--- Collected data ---
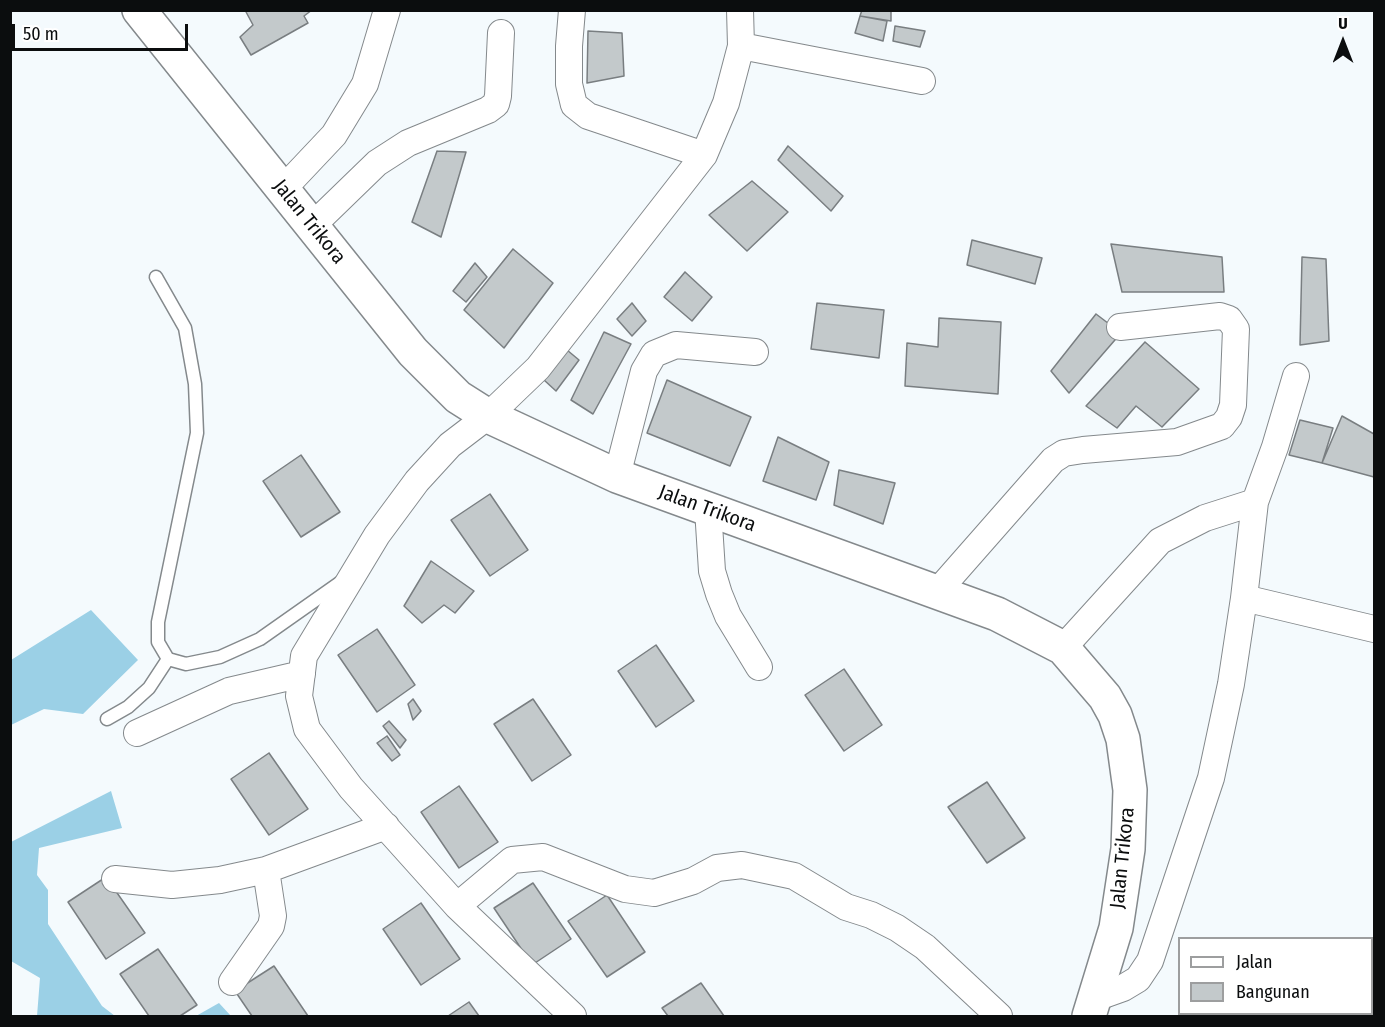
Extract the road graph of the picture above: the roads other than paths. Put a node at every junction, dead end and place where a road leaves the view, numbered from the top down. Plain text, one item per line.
1 (139, 10) edge
2 (387, 10) edge
3 (572, 10) edge
4 (740, 10) edge
5 (501, 33) dead end
6 (741, 46) junction
7 (922, 81) dead end
8 (704, 155) junction
9 (283, 189) junction
10 (312, 226) junction
11 (156, 277) dead end
12 (1120, 327) dead end
13 (755, 352) dead end
14 (1296, 376) dead end
15 (488, 416) junction
16 (617, 476) junction
17 (1255, 502) junction
18 (708, 509) junction
19 (352, 575) junction
20 (937, 592) junction
21 (1244, 598) junction
22 (1374, 629) edge
23 (1063, 648) junction
24 (168, 659) junction
25 (759, 667) dead end
26 (302, 674) junction
27 (107, 719) dead end
28 (137, 733) dead end
29 (386, 826) junction
30 (266, 870) junction
31 (115, 879) dead end
32 (457, 906) junction
33 (232, 982) dead end
34 (1092, 1007) edge
35 (573, 1017) edge
36 (999, 1017) edge

1 - 9 street, Jalan Trikora
2 - 9 street
3 - 8 street
4 - 6 street
5 - 10 street
6 - 7 street
6 - 8 street
8 - 15 street
9 - 10 street, Jalan Trikora
10 - 15 street, Jalan Trikora
11 - 24 lane
12 - 20 street
13 - 16 street
14 - 17 street
15 - 16 street, Jalan Trikora
15 - 19 street
16 - 18 street, Jalan Trikora
17 - 21 street
17 - 23 street
18 - 20 street, Jalan Trikora
18 - 25 street
19 - 24 lane
19 - 26 street
20 - 23 street, Jalan Trikora
21 - 22 street
21 - 34 street
23 - 34 street, Jalan Trikora
24 - 27 lane
26 - 28 street
26 - 29 street
29 - 30 street
29 - 32 street
30 - 31 street
30 - 33 street
32 - 35 street
32 - 36 street

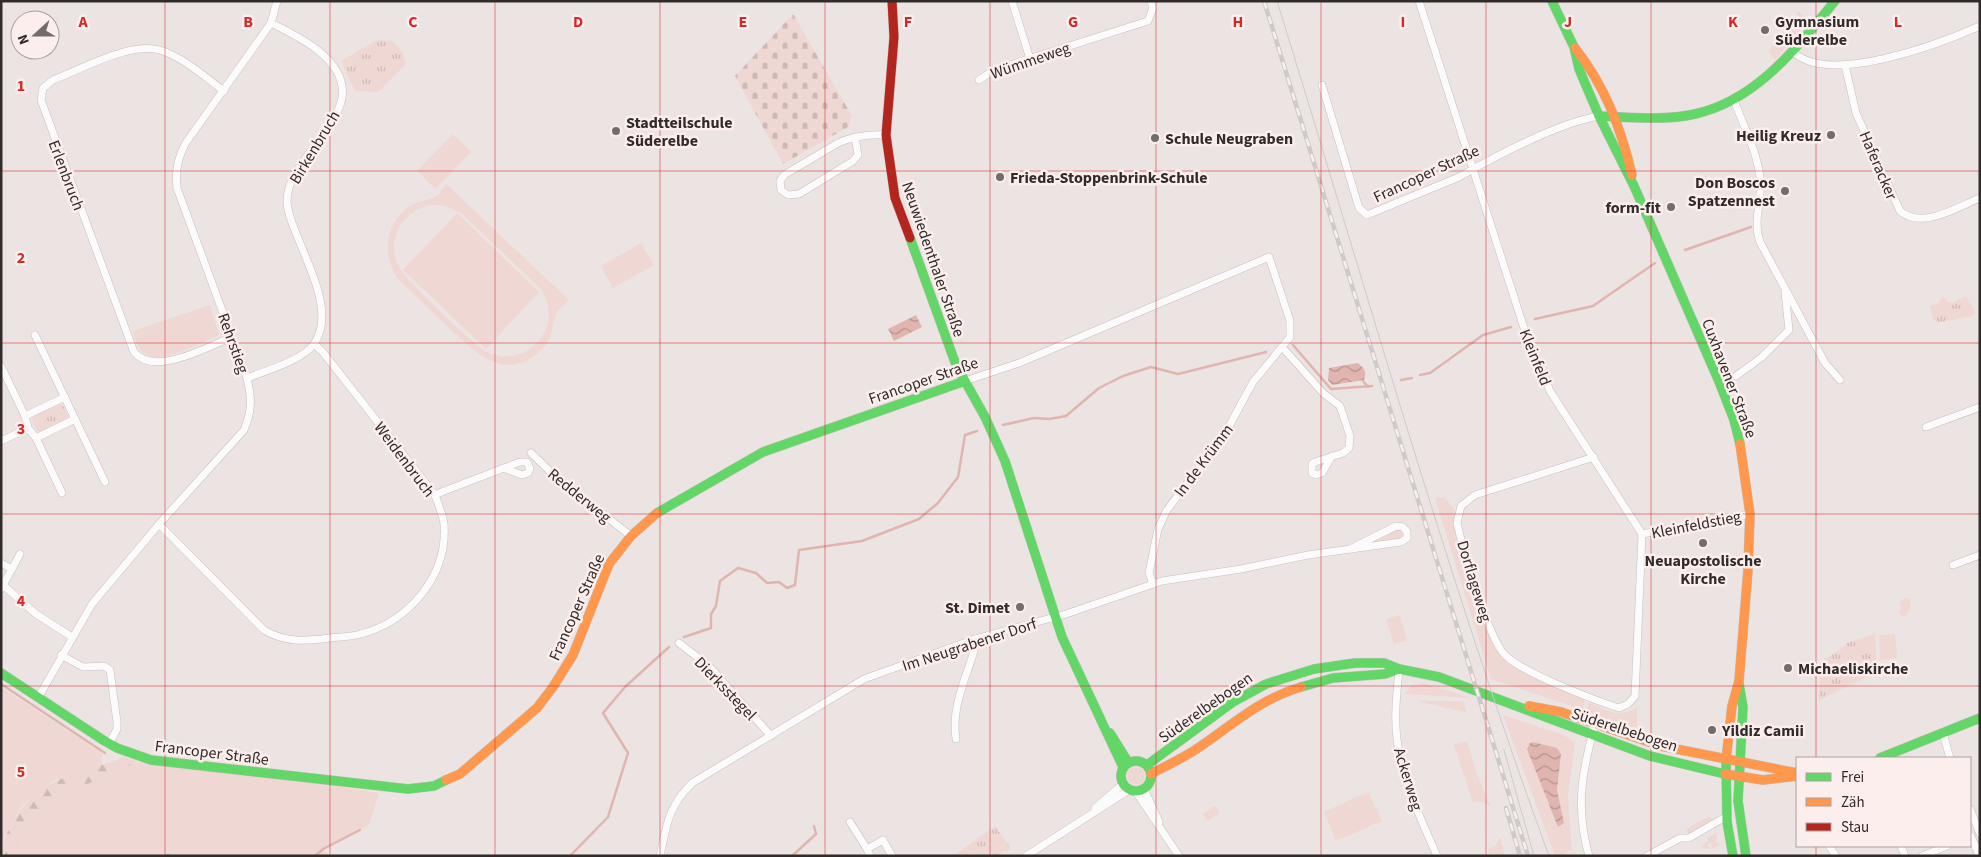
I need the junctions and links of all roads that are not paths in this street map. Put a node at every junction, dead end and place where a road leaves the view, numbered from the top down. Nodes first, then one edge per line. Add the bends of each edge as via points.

--- WHAT YOU SHOULD DO ---
Set down every line above exactly, pictures excluded.

--- REPLY TO THE EXERCISE ---
Extract the road graph of the picture above: the roads other than paths. Put a node at every junction, dead end and place where a road leaves the view, numbered from the top down. Plain text, one item per line.
1 (139, 10) edge
2 (387, 10) edge
3 (572, 10) edge
4 (740, 10) edge
5 (501, 33) dead end
6 (741, 46) junction
7 (922, 81) dead end
8 (704, 155) junction
9 (283, 189) junction
10 (312, 226) junction
11 (156, 277) dead end
12 (1120, 327) dead end
13 (755, 352) dead end
14 (1296, 376) dead end
15 (488, 416) junction
16 (617, 476) junction
17 (1255, 502) junction
18 (708, 509) junction
19 (352, 575) junction
20 (937, 592) junction
21 (1244, 598) junction
22 (1374, 629) edge
23 (1063, 648) junction
24 (168, 659) junction
25 (759, 667) dead end
26 (302, 674) junction
27 (107, 719) dead end
28 (137, 733) dead end
29 (386, 826) junction
30 (266, 870) junction
31 (115, 879) dead end
32 (457, 906) junction
33 (232, 982) dead end
34 (1092, 1007) edge
35 (573, 1017) edge
36 (999, 1017) edge

1 - 9 street, Jalan Trikora
2 - 9 street
3 - 8 street
4 - 6 street
5 - 10 street
6 - 7 street
6 - 8 street
8 - 15 street
9 - 10 street, Jalan Trikora
10 - 15 street, Jalan Trikora
11 - 24 lane
12 - 20 street
13 - 16 street
14 - 17 street
15 - 16 street, Jalan Trikora
15 - 19 street
16 - 18 street, Jalan Trikora
17 - 21 street
17 - 23 street
18 - 20 street, Jalan Trikora
18 - 25 street
19 - 24 lane
19 - 26 street
20 - 23 street, Jalan Trikora
21 - 22 street
21 - 34 street
23 - 34 street, Jalan Trikora
24 - 27 lane
26 - 28 street
26 - 29 street
29 - 30 street
29 - 32 street
30 - 31 street
30 - 33 street
32 - 35 street
32 - 36 street

I need the junctions and links of all roads that are not paths in this street map. Put a node at every junction, dead end and place where a road leaves the view, numbered from the top down. Nodes first, then one edge per line. Add the bends of each edge as via points.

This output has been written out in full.